Immunohistochemical double nuclear staining for cell-specific automated quantification of the proliferation index - A promising diagnostic aid for melanocytic lesions.

Autor: Brogård MB; Department of Pathology, Aarhus University Hospital, Palle Juul-Jensens Boulevard 35, 8200 Aarhus N, Denmark; Department of Clinical Medicine, Aarhus University, Palle Juul-Jensens Boulevard 99, 8200 Aarhus N, Denmark. Electronic address: mettbrog@clin.au.dk., Nielsen PS; Department of Pathology, Aarhus University Hospital, Palle Juul-Jensens Boulevard 35, 8200 Aarhus N, Denmark; Department of Clinical Medicine, Aarhus University, Palle Juul-Jensens Boulevard 99, 8200 Aarhus N, Denmark., Christensen KB; Department of Pathology, Aarhus University Hospital, Palle Juul-Jensens Boulevard 35, 8200 Aarhus N, Denmark., Georgsen JB; Department of Pathology, Aarhus University Hospital, Palle Juul-Jensens Boulevard 35, 8200 Aarhus N, Denmark; Department of Clinical Medicine, Aarhus University, Palle Juul-Jensens Boulevard 99, 8200 Aarhus N, Denmark., Wandler A; Department of Pathology, Aarhus University Hospital, Palle Juul-Jensens Boulevard 35, 8200 Aarhus N, Denmark., Lade-Keller J; Department of Pathology, Aalborg University Hospital, Ladegårdsgade 3, 9000 Aalborg, Denmark., Steiniche T; Department of Pathology, Aarhus University Hospital, Palle Juul-Jensens Boulevard 35, 8200 Aarhus N, Denmark; Department of Clinical Medicine, Aarhus University, Palle Juul-Jensens Boulevard 99, 8200 Aarhus N, Denmark.
Jazyk: angličtina
Zdroj: Pathology, research and practice [Pathol Res Pract] 2024 Mar; Vol. 255, pp. 155177. Date of Electronic Publication: 2024 Feb 01.
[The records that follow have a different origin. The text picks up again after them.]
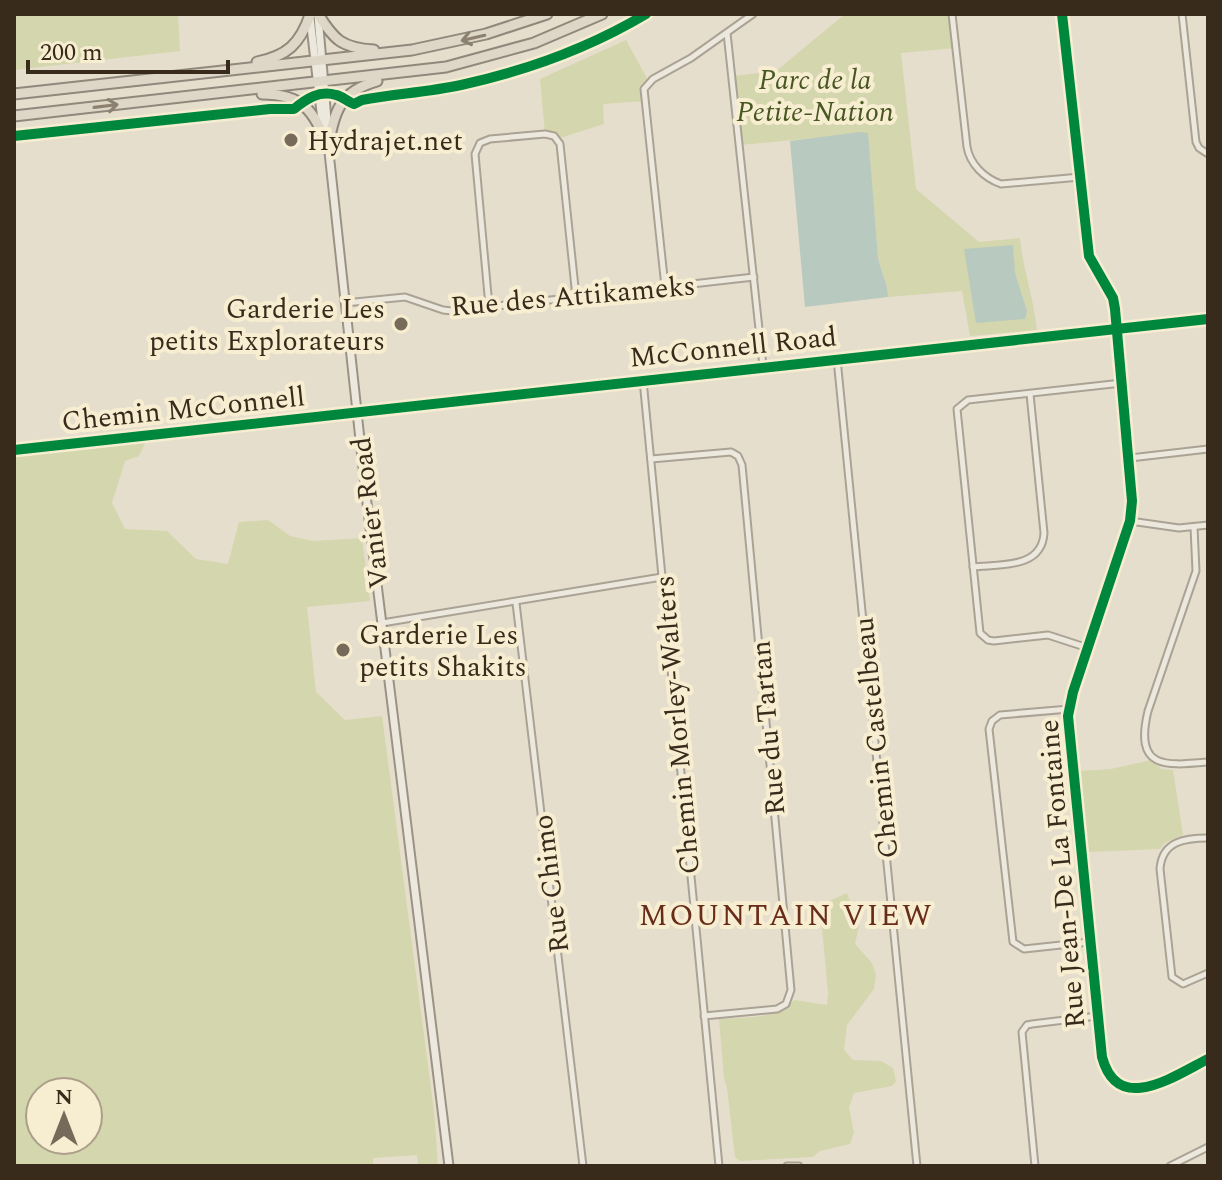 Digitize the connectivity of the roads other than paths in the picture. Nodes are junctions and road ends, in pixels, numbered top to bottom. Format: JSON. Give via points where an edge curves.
{"nodes":[{"id":1,"x":314,"y":14,"type":"edge"},
{"id":2,"x":547,"y":14,"type":"edge"},
{"id":3,"x":602,"y":14,"type":"edge"},
{"id":4,"x":753,"y":14,"type":"edge"},
{"id":5,"x":952,"y":14,"type":"edge"},
{"id":6,"x":1062,"y":14,"type":"edge"},
{"id":7,"x":1182,"y":14,"type":"edge"},
{"id":8,"x":727,"y":33,"type":"junction"},
{"id":9,"x":393,"y":52,"type":"junction"},
{"id":10,"x":318,"y":61,"type":"junction"},
{"id":11,"x":209,"y":73,"type":"junction"},
{"id":12,"x":401,"y":74,"type":"junction"},
{"id":13,"x":321,"y":83,"type":"junction"},
{"id":14,"x":14,"y":94,"type":"edge"},
{"id":15,"x":209,"y":94,"type":"junction"},
{"id":16,"x":14,"y":116,"type":"edge"},
{"id":17,"x":328,"y":146,"type":"junction"},
{"id":18,"x":1208,"y":154,"type":"edge"},
{"id":19,"x":1080,"y":177,"type":"junction"},
{"id":20,"x":754,"y":277,"type":"junction"},
{"id":21,"x":665,"y":287,"type":"junction"},
{"id":22,"x":576,"y":297,"type":"junction"},
{"id":23,"x":345,"y":303,"type":"junction"},
{"id":24,"x":489,"y":306,"type":"junction"},
{"id":25,"x":1208,"y":319,"type":"edge"},
{"id":26,"x":1116,"y":329,"type":"junction"},
{"id":27,"x":837,"y":358,"type":"junction"},
{"id":28,"x":763,"y":366,"type":"junction"},
{"id":29,"x":643,"y":380,"type":"junction"},
{"id":30,"x":1122,"y":383,"type":"junction"},
{"id":31,"x":1030,"y":394,"type":"junction"},
{"id":32,"x":356,"y":413,"type":"junction"},
{"id":33,"x":1208,"y":449,"type":"edge"},
{"id":34,"x":14,"y":450,"type":"edge"},
{"id":35,"x":1129,"y":458,"type":"junction"},
{"id":36,"x":651,"y":459,"type":"junction"},
{"id":37,"x":1130,"y":521,"type":"junction"},
{"id":38,"x":1208,"y":525,"type":"edge"},
{"id":39,"x":1194,"y":527,"type":"junction"},
{"id":40,"x":973,"y":567,"type":"junction"},
{"id":41,"x":662,"y":577,"type":"junction"},
{"id":42,"x":516,"y":603,"type":"junction"},
{"id":43,"x":382,"y":623,"type":"junction"},
{"id":44,"x":1088,"y":648,"type":"junction"},
{"id":45,"x":1069,"y":709,"type":"junction"},
{"id":46,"x":1208,"y":762,"type":"edge"},
{"id":47,"x":1208,"y":838,"type":"edge"},
{"id":48,"x":1089,"y":942,"type":"junction"},
{"id":49,"x":1208,"y":973,"type":"edge"},
{"id":50,"x":704,"y":1016,"type":"junction"},
{"id":51,"x":1097,"y":1016,"type":"junction"},
{"id":52,"x":1208,"y":1059,"type":"edge"},
{"id":53,"x":1208,"y":1147,"type":"edge"},
{"id":54,"x":449,"y":1166,"type":"edge"},
{"id":55,"x":583,"y":1166,"type":"edge"},
{"id":56,"x":719,"y":1166,"type":"edge"},
{"id":57,"x":787,"y":1166,"type":"edge"},
{"id":58,"x":799,"y":1166,"type":"edge"},
{"id":59,"x":917,"y":1166,"type":"edge"},
{"id":60,"x":1035,"y":1166,"type":"edge"},
{"id":61,"x":1170,"y":1166,"type":"edge"}],
"edges":[{"from":1,"to":9,"type":"highway","via":[[344,45]]},
{"from":1,"to":10,"type":"street","name":"Vanier Road"},
{"from":1,"to":11,"type":"highway","via":[[284,54]]},
{"from":2,"to":9,"type":"highway","one_way":true,"via":[[486,34]]},
{"from":3,"to":12,"type":"highway","via":[[511,50]]},
{"from":4,"to":8,"type":"street"},
{"from":5,"to":19,"type":"street","via":[[973,164],[1001,184]]},
{"from":6,"to":19,"type":"street","name":"Rue Jean-De La Fontaine"},
{"from":7,"to":18,"type":"street","via":[[1196,142]]},
{"from":8,"to":20,"type":"street"},
{"from":8,"to":21,"type":"street","via":[[644,89]]},
{"from":9,"to":10,"type":"highway"},
{"from":10,"to":11,"type":"highway"},
{"from":10,"to":13,"type":"street","name":"Vanier Road"},
{"from":11,"to":14,"type":"highway"},
{"from":12,"to":13,"type":"highway"},
{"from":12,"to":17,"type":"highway","via":[[350,92],[334,117]]},
{"from":13,"to":15,"type":"highway"},
{"from":13,"to":17,"type":"street","name":"Vanier Road"},
{"from":16,"to":15,"type":"highway","one_way":true},
{"from":15,"to":17,"type":"highway","via":[[292,97],[312,113]]},
{"from":17,"to":23,"type":"street","name":"Vanier Road"},
{"from":19,"to":26,"type":"street","name":"Rue Jean-De La Fontaine","via":[[1089,256],[1113,298]]},
{"from":20,"to":21,"type":"street","name":"Rue des Attikameks"},
{"from":20,"to":28,"type":"street"},
{"from":21,"to":22,"type":"street","name":"Rue des Attikameks"},
{"from":22,"to":24,"type":"street","name":"Rue des Attikameks"},
{"from":22,"to":24,"type":"street","via":[[560,144],[545,134],[490,139],[480,143],[475,154]]},
{"from":23,"to":24,"type":"street","name":"Rue des Attikameks","via":[[405,297],[443,310]]},
{"from":23,"to":32,"type":"street","name":"Vanier Road"},
{"from":25,"to":26,"type":"street"},
{"from":26,"to":27,"type":"street","name":"McConnell Road"},
{"from":26,"to":30,"type":"street","name":"Rue Jean-De La Fontaine"},
{"from":27,"to":28,"type":"street","name":"McConnell Road"},
{"from":27,"to":59,"type":"street","name":"Chemin Castelbeau"},
{"from":28,"to":29,"type":"street","name":"McConnell Road"},
{"from":29,"to":32,"type":"street","name":"McConnell Road"},
{"from":29,"to":36,"type":"street","name":"Chemin Morley-Walters"},
{"from":30,"to":31,"type":"street"},
{"from":30,"to":35,"type":"street","name":"Rue Jean-De La Fontaine"},
{"from":31,"to":40,"type":"street","via":[[1042,546],[1026,561]]},
{"from":31,"to":40,"type":"street","via":[[968,400],[957,409]]},
{"from":32,"to":34,"type":"street","name":"Chemin McConnell"},
{"from":32,"to":43,"type":"street","name":"Vanier Road"},
{"from":33,"to":35,"type":"street"},
{"from":35,"to":37,"type":"street","name":"Rue Jean-De La Fontaine"},
{"from":36,"to":41,"type":"street","name":"Chemin Morley-Walters"},
{"from":36,"to":50,"type":"street","name":"Rue du Tartan","via":[[735,453],[742,465],[745,496],[791,995],[777,1009]]},
{"from":37,"to":39,"type":"street"},
{"from":37,"to":44,"type":"street","name":"Rue Jean-De La Fontaine"},
{"from":38,"to":39,"type":"street"},
{"from":39,"to":46,"type":"street","via":[[1198,565],[1148,711],[1145,735],[1148,750],[1159,762]]},
{"from":40,"to":44,"type":"street","via":[[983,637],[994,641],[1048,635]]},
{"from":41,"to":42,"type":"street"},
{"from":41,"to":50,"type":"street","name":"Chemin Morley-Walters"},
{"from":42,"to":43,"type":"street"},
{"from":42,"to":55,"type":"street","name":"Rue Chimo"},
{"from":43,"to":54,"type":"street","name":"Vanier Road"},
{"from":44,"to":45,"type":"street","name":"Rue Jean-De La Fontaine"},
{"from":45,"to":48,"type":"street","name":"Rue Jean-De La Fontaine"},
{"from":45,"to":48,"type":"street","via":[[1000,715],[989,729],[1013,942],[1024,949]]},
{"from":47,"to":49,"type":"street","via":[[1171,845],[1160,869],[1172,977],[1183,984]]},
{"from":48,"to":51,"type":"street","name":"Rue Jean-De La Fontaine"},
{"from":50,"to":56,"type":"street","name":"Chemin Morley-Walters"},
{"from":51,"to":52,"type":"street","name":"Rue Jean-De La Fontaine","via":[[1104,1065],[1130,1088],[1154,1086]]},
{"from":51,"to":60,"type":"street","via":[[1027,1025],[1022,1032]]},
{"from":53,"to":61,"type":"street"},
{"from":57,"to":58,"type":"street"}]}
DOI: 10.1016/j.prp.2024.155177
Abstrakt: Aims: Pathologists often use immunohistochemical staining of the proliferation marker Ki67 in their diagnostic assessment of melanocytic lesions. However, the interpretation of Ki67 can be challenging. We propose a new workflow to improve the diagnostic utility of the Ki67-index. In this workflow, Ki67 is combined with the melanocytic tumour-cell marker SOX10 in a Ki67/SOX10 double nuclear stain. The Ki67-index is then quantified automatically using digital image analysis (DIA). The aim of this study was to optimise and test three different multiplexing methods for Ki67/SOX10 double nuclear staining.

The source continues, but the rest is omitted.